Data extracted from a collection

----

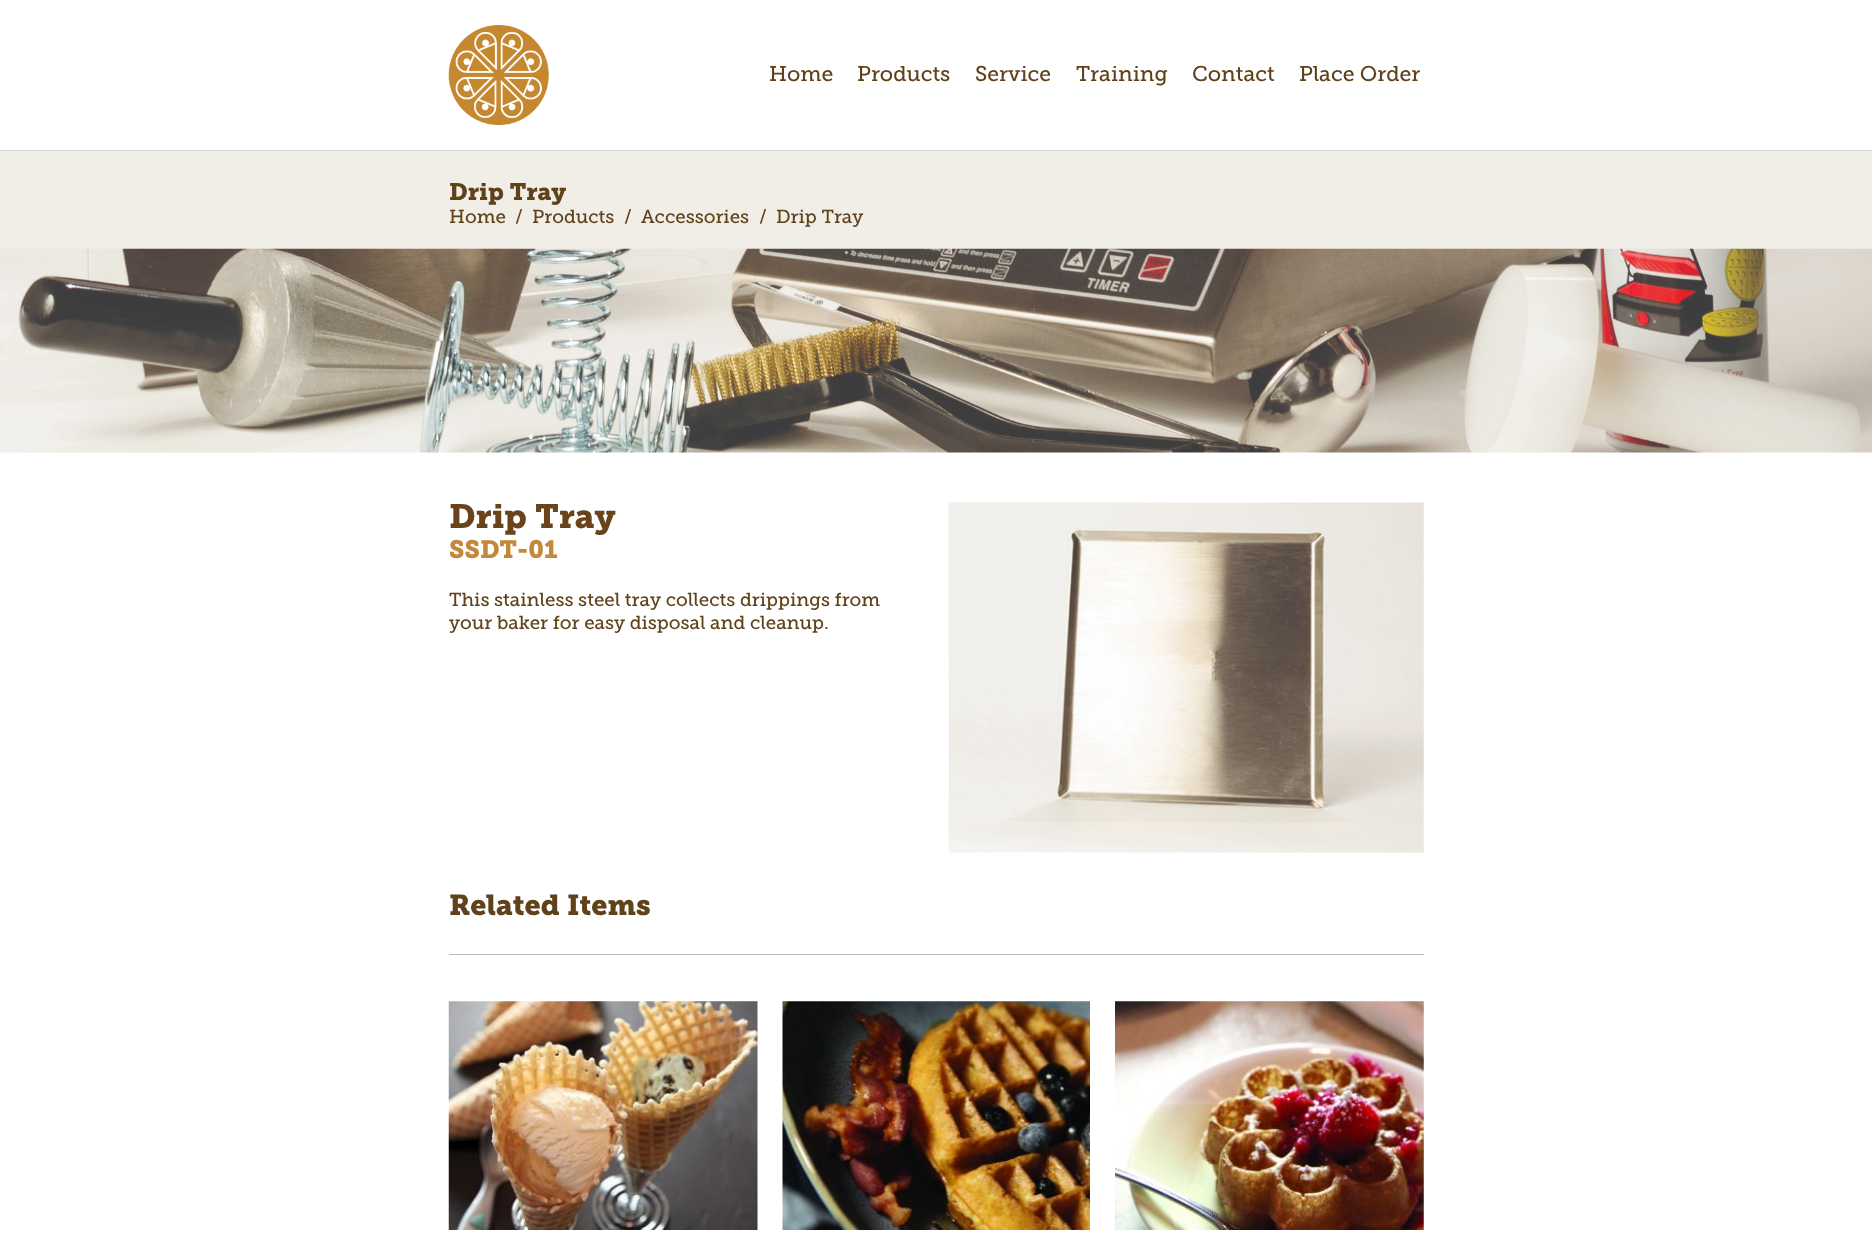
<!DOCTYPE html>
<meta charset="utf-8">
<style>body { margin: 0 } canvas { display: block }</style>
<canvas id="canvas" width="1872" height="1244"></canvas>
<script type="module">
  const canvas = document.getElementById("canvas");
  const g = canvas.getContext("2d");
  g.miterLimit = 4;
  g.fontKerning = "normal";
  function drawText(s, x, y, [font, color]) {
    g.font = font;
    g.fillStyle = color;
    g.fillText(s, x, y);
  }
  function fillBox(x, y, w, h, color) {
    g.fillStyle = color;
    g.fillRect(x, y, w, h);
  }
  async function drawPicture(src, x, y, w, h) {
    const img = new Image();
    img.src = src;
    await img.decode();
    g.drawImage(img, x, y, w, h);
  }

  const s1 = ["21.25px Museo", "#5F4219"];
  const s2 = ["23.75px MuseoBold", "#5F4219"];
  const s3 = ["18.75px Museo", "#5F4219"];
  const s4 = ["33.75px MuseoBold", "#6A431A"];
  const s5 = ["25px MuseoBold", "#C38839"];
  const s6 = ["28.75px MuseoBold", "#5F4219"];

  fillBox(0, 0, 1872, 1244, "#FFFFFF");
  await drawPicture("pic1.png", 448, 25, 101, 100);
  drawText("Home", 769, 81, s1);
  drawText("Products", 857, 81, s1);
  drawText("Service", 975, 81, s1);
  drawText("Training", 1076, 81, s1);
  drawText("Contact", 1192, 81, s1);
  drawText("Place Order", 1299, 81, s1);
  fillBox(0, 151, 1872, 98, "#F1EDE7");
  fillBox(0, 150, 1872, 1, "#D1D2D4");
  drawText("Drip Tray", 449, 200, s2);
  drawText("Home", 449, 223, s3);
  drawText("/", 515, 223, s3);
  drawText("Products", 532, 223, s3);
  drawText("/", 624, 223, s3);
  drawText("Accessories", 641, 223, s3);
  drawText("/", 759, 223, s3);
  drawText("Drip Tray", 776, 223, s3);
  await drawPicture("pic2.png", 0, 248, 1872, 205);
  drawText("Drip Tray", 449, 528, s4);
  drawText("SSDT-01", 449, 558, s5);
  drawText("This stainless steel tray collects drippings from", 449, 606, s3);
  drawText("your baker for easy disposal and cleanup.", 449, 629, s3);
  await drawPicture("pic3.png", 948, 502, 476, 351);
  drawText("Related Items", 449, 915, s6);
  fillBox(449, 954, 975, 1, "#BCBCBC");
  await drawPicture("pic4.png", 448, 1001, 310, 229);
  await drawPicture("pic5.png", 782, 1001, 308, 229);
  await drawPicture("pic6.png", 1115, 1001, 309, 229);
</script>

----

-- Task statement --
If a line in the records above includes the string "color", copy it.

-- Result for this task --
  function drawText(s, x, y, [font, color]) {
    g.fillStyle = color;
  function fillBox(x, y, w, h, color) {
    g.fillStyle = color;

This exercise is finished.